**What you are asked to do:** Write down the lines exactly as they appear, from the one that contains "ring pip: (163, 145)" through the final line of the records, so that both ends are kept and no pictures come along.

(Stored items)
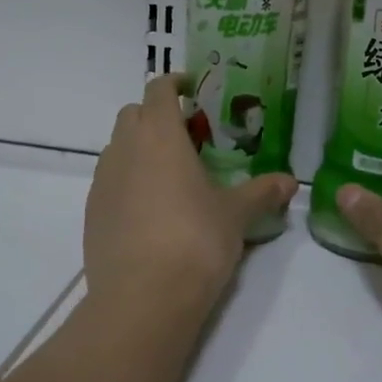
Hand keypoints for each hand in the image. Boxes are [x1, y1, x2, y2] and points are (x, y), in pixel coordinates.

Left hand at [84, 73, 296, 313]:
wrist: (143, 298)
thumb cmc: (195, 240)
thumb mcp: (236, 215)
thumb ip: (262, 192)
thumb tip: (290, 181)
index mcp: (159, 135)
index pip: (158, 89)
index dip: (174, 83)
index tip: (192, 90)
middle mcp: (124, 149)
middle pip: (133, 114)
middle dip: (157, 116)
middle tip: (188, 138)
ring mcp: (102, 181)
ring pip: (118, 148)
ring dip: (140, 149)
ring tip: (171, 176)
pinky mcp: (91, 213)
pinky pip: (109, 182)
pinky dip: (128, 182)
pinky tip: (151, 211)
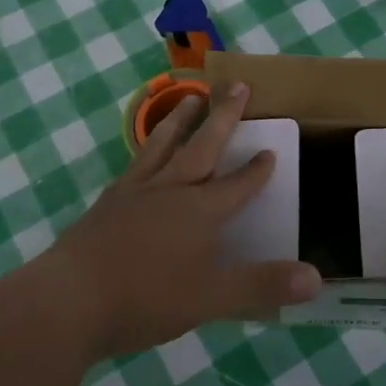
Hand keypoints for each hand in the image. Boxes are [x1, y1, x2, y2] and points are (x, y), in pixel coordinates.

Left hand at [32, 82, 321, 360]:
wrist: (67, 301)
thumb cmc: (144, 298)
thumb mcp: (211, 298)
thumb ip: (262, 286)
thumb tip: (317, 279)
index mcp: (199, 212)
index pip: (237, 185)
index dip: (257, 170)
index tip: (272, 149)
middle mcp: (169, 191)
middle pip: (202, 146)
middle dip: (223, 116)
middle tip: (237, 85)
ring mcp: (134, 193)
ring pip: (163, 145)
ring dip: (181, 120)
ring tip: (190, 97)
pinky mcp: (106, 204)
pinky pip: (134, 165)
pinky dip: (147, 150)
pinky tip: (145, 156)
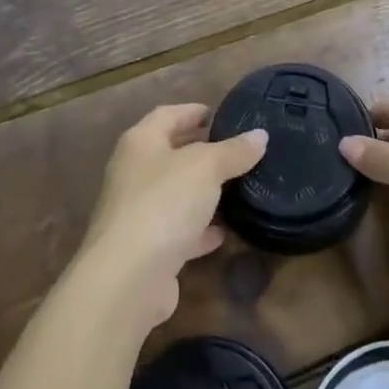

**Reply to the exercise:**
ring pip: (163, 145)
ring dip: (181, 120)
ring tip: (190, 97)
pinky mcp: (106, 204)
pinky pip: (134, 165)
pinky dip: (147, 150)
pinky tip: (145, 156)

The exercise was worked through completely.